Krebsforschung[Bearbeiten]

Die Tatsache, dass in 20 bis 30 Prozent aller menschlichen Tumoren Punktmutationen im ras-Gen gefunden werden, unterstreicht die bedeutende Funktion von Ras bei der Kontrolle des Zellwachstums. Diese Punktmutationen führen allesamt zum Verlust der GTPase-Aktivität von Ras, die auch in Gegenwart von GTPase aktivierenden Proteinen (GAP) nicht mehr angeregt werden kann. Da der Wechsel von der GTP-gebundenen Form zur GDP-Form blockiert ist, kommt es zu einer Akkumulation von aktivem Ras und damit zu einem permanenten wachsstumsstimulierenden Signal in der Zelle. Große Anstrengungen wurden unternommen, um die molekularen Grundlagen der Schalterfunktion von Ras-Proteinen zu verstehen und gegen onkogenes Ras gerichtete Antitumor-Medikamente zu entwickeln.

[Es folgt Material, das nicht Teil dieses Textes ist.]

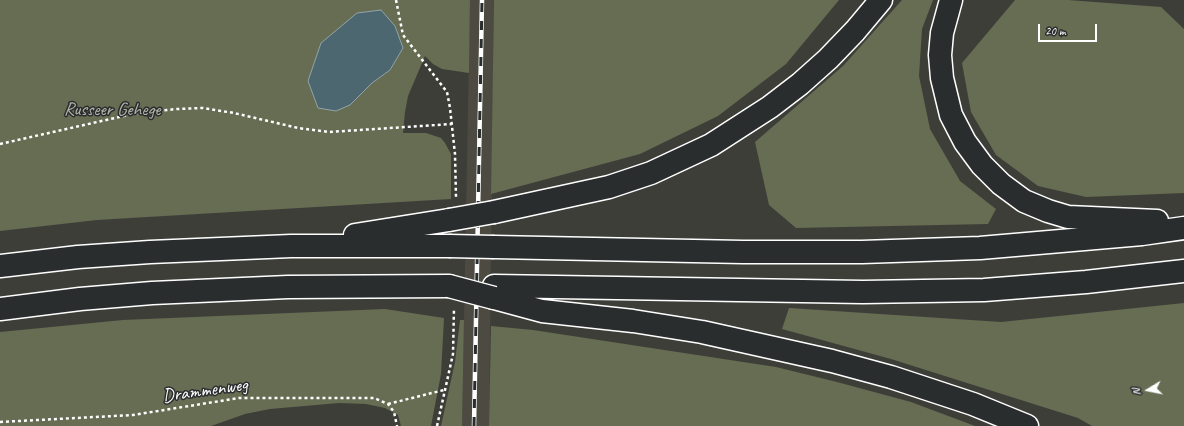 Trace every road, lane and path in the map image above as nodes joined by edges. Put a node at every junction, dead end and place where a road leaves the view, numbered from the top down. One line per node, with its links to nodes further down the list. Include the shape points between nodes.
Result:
1 (396, 0): 4 (path, via 403,35 447,92)
2 (880, 0): 6 (highway, bridge, via 855,31 800,84 770,107 711,145 651,173 610,187 494,212)
3 (951, 0): 7 (highway, via 942,33 940,55 942,78 951,115 965,142 1001,184 1024,201 1068,216)
4 (452, 124): 5 (path, via 329,132 203,108 177,109 136,113); 6 (path, via 455,154)
5 (0, 144)
6 (453, 210): 9 (highway)
7 (1184, 223)
8 (1184, 228): 9 (highway, bridge, via 980,248 862,252)
9 (291, 246): 10 (highway, via 142,252)
10 (0, 266)
11 (1184, 271): 12 (highway, via 984,290)
12 (494, 292): 13 (highway, bridge); 20 (highway, via 542,311 702,332 832,361 973,404)
13 (451, 293): 14 (highway, via 288,286 80,299); 15 (path, via 453,354)
14 (0, 309)
15 (444, 390): 16 (path); 19 (path)
16 (388, 404): 17 (path, Drammenweg, via 374,398 239,398 133,415); 18 (path, via 394,412)
17 (0, 422)
18 (397, 426)
19 (437, 426)
20 (1027, 426)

Einige Formen von Ras, wie KRAS spielen sogar eine entscheidende Rolle dabei, ob bestimmte onkologische Medikamente wirksam sind.

Siehe auch[Bearbeiten]

Literatur[Bearbeiten]

  • Jeremy M. Berg, John L. Tymoczko, Lubert Stryer: Biochemie. 6 Auflage, Spektrum Akademischer Verlag, Heidelberg 2007. ISBN 978-3-8274-1800-5.
  • Donald Voet, Judith G. Voet: Biochemistry. 3. Auflage, John Wiley & Sons, New York 2004. ISBN 0-471-19350-X.
  • Bruce Alberts, Alexander Johnson, Peter Walter, Julian Lewis, Martin Raff, Keith Roberts: Molecular Biology of the Cell, 5. Auflage, Taylor & Francis 2007, ISBN 978-0815341062.